Sunday, August 2, 2015

TpT Back to School Sale!

Hi all!

It has been a busy spring and summer for me and my family, and, unfortunately, I have had to put my blog on hold.  We have had some big news:

1.  We are having a baby!  Boy #3 due in November, 2015.  So exciting, but after 7 years, we have given nearly everything away and are scrambling to get ready.

2.  We are moving!  We are going to stay in NYC, but moving next month to a bigger apartment, closer to my kids' school.  As you can imagine, trying to pack up and sublet our current apartment while taking care of my 2 chicos full time during the summer has proven to be a challenge.  We are getting there, slowly but surely, and I can't wait to show you our new place!

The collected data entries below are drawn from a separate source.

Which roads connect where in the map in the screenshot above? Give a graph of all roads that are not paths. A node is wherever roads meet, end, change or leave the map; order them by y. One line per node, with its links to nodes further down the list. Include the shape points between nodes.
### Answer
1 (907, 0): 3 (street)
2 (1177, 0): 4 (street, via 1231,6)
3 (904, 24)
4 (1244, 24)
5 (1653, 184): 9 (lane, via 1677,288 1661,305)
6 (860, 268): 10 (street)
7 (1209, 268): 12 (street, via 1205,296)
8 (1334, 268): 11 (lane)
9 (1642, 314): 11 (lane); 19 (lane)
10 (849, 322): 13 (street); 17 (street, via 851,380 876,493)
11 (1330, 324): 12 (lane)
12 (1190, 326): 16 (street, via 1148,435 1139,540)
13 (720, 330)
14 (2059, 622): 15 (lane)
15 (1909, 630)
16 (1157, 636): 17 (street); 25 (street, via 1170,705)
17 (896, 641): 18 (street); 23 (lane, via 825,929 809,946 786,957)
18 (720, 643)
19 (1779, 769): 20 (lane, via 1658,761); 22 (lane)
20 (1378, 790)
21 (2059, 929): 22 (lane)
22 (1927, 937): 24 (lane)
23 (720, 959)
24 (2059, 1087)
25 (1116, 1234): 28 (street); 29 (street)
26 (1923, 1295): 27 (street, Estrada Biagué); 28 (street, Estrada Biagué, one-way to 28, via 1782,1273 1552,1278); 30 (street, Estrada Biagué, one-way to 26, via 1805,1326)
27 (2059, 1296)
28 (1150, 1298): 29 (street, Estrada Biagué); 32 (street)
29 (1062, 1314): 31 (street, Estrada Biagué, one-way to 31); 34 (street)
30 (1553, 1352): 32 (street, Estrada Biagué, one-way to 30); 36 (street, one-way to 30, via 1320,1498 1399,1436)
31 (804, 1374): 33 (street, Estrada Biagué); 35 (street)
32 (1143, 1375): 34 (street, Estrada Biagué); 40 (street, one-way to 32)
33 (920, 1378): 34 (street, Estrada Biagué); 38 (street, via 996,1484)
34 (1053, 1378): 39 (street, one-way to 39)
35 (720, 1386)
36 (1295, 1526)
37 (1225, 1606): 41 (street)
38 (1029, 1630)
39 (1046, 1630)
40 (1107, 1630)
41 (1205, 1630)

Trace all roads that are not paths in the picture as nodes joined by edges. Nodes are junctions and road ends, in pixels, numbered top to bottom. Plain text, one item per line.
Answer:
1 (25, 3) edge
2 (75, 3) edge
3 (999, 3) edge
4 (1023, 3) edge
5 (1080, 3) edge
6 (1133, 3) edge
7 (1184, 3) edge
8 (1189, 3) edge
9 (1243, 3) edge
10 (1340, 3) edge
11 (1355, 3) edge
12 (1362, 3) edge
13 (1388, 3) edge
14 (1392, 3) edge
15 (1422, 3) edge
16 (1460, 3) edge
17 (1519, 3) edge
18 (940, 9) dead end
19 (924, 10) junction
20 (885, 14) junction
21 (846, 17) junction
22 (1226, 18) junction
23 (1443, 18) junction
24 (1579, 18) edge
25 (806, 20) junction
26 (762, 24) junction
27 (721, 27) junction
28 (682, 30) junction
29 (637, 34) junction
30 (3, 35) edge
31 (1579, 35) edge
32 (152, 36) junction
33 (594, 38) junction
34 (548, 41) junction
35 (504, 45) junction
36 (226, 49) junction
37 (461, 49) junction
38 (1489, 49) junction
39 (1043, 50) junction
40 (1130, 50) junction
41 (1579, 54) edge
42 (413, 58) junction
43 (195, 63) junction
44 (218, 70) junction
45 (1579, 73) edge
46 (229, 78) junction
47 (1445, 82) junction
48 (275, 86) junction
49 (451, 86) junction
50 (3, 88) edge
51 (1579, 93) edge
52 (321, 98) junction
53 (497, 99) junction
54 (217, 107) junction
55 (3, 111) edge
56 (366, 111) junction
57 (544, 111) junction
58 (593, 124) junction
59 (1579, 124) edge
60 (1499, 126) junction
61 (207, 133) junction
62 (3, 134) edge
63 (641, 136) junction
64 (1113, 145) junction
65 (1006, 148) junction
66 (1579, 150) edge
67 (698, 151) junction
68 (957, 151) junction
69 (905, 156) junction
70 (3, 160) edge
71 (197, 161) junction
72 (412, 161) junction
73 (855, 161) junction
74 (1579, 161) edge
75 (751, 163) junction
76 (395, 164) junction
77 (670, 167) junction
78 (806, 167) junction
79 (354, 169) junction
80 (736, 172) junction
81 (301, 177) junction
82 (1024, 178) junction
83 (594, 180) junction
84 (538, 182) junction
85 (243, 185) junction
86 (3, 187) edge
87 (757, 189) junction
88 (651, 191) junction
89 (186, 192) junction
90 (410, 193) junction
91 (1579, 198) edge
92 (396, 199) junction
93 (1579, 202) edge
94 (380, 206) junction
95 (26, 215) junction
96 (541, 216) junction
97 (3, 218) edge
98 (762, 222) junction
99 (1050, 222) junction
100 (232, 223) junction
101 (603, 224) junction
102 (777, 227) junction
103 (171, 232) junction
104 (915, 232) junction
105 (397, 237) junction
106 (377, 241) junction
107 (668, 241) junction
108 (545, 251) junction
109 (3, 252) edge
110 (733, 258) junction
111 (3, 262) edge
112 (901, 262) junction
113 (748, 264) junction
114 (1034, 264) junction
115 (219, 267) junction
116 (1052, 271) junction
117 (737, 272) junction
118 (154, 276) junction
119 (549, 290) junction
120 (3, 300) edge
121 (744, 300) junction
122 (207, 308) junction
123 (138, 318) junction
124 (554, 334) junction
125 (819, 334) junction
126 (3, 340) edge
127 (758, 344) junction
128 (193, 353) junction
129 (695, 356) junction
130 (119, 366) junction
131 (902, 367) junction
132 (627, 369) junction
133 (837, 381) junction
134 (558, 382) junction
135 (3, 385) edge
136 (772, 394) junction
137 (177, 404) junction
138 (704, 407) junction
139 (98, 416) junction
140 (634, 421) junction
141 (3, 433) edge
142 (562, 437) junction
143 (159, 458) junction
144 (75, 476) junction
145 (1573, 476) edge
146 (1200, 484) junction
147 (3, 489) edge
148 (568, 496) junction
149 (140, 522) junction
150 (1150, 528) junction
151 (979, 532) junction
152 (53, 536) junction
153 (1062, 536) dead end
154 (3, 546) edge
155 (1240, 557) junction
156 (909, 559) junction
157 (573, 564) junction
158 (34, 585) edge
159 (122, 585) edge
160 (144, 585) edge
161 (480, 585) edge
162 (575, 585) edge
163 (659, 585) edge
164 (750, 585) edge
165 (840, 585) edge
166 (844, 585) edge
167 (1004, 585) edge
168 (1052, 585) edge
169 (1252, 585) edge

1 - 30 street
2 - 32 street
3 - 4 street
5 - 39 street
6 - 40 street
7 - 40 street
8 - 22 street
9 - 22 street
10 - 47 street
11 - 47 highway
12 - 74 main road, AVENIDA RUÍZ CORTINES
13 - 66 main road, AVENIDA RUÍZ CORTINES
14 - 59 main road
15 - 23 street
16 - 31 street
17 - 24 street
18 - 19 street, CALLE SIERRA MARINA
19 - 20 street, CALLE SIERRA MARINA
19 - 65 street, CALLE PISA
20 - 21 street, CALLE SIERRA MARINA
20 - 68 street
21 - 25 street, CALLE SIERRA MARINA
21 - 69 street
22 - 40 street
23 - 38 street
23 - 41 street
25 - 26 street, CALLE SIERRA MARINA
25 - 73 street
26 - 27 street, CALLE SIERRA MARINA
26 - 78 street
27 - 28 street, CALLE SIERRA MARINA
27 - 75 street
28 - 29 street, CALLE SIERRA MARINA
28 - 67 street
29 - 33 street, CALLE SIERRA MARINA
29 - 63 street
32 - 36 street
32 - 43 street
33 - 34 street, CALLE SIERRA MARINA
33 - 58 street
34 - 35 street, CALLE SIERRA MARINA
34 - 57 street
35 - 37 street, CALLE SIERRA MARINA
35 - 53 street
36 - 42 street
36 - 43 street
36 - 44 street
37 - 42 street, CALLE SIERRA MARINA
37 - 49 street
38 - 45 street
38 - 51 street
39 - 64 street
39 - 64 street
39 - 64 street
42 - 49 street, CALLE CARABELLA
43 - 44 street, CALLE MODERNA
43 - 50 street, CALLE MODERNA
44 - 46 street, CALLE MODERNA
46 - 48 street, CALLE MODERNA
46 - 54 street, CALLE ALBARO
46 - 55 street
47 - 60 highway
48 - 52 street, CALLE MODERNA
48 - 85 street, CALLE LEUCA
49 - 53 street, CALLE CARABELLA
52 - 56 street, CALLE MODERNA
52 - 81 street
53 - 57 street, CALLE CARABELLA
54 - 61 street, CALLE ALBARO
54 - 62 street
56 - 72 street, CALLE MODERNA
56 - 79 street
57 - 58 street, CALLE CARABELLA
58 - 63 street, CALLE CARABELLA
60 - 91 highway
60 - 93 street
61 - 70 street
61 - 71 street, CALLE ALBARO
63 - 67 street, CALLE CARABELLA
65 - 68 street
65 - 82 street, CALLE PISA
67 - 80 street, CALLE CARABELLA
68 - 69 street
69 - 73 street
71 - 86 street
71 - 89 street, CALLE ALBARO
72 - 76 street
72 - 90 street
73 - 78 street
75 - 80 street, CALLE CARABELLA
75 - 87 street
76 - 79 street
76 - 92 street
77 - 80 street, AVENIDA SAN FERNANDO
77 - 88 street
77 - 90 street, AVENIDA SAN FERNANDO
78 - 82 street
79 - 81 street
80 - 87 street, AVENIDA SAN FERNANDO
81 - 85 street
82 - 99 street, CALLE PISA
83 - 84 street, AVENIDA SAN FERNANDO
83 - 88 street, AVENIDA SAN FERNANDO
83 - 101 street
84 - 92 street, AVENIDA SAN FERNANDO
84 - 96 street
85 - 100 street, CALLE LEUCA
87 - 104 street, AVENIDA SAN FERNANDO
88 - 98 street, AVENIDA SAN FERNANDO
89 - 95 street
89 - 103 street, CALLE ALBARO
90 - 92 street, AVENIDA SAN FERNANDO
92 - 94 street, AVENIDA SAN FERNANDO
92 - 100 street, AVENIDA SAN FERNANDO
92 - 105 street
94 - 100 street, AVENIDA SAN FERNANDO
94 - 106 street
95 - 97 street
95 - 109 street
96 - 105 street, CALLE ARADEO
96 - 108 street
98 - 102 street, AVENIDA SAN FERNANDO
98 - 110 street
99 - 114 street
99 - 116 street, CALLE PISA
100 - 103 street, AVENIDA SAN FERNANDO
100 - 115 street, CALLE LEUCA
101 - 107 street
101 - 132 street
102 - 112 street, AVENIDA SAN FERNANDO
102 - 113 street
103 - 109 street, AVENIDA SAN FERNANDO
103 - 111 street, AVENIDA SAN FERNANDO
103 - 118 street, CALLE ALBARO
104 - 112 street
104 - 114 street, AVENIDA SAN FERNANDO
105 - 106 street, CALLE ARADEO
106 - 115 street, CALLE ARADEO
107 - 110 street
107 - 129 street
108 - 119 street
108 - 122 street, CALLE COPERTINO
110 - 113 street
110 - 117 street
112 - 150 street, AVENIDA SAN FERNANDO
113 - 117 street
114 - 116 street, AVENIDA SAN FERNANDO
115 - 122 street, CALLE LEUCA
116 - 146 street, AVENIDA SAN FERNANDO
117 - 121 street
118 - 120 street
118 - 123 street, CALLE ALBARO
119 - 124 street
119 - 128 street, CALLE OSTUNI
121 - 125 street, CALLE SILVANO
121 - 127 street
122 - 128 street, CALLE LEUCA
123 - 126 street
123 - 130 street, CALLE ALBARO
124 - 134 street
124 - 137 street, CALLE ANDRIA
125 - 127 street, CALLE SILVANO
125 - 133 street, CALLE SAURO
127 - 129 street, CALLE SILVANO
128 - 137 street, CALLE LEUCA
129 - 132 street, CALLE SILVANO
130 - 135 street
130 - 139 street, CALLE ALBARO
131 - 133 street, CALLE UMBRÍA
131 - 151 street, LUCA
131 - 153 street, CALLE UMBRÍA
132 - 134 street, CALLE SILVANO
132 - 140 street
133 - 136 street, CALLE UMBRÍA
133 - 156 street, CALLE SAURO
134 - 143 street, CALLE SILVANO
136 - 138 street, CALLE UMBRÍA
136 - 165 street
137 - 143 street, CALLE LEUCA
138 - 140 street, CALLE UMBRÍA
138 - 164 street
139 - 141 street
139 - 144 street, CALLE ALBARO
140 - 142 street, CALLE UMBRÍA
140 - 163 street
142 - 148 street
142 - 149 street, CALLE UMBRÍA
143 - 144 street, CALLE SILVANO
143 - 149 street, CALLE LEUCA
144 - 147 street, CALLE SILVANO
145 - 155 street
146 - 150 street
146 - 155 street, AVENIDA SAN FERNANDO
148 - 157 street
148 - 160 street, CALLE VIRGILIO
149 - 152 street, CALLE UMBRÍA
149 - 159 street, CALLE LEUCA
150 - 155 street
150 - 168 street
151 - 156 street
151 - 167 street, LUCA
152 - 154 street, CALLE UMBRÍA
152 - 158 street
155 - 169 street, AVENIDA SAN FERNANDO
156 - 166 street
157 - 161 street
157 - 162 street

In my free time, I have been working on a couple of TpT projects and tutoring some Spanish this summer.  Please check out the new items that I've posted in my TpT Store.  Now is a great time to do so as there is a Back To School Sale Aug 3-4.


Graphic from: Mrs. Beattie's Classroom


I look forward to catching up soon!!!

Tuesday, March 17, 2015

3 Easy Games to Increase Vocabulary and Get Your Kids Talking in Spanish!




At 6 and 7 my boys are becoming little men.  They have adventures (both good and bad, but nearly always hilarious) that I don't know about until I ask them.  But sometimes they don't want to tell me!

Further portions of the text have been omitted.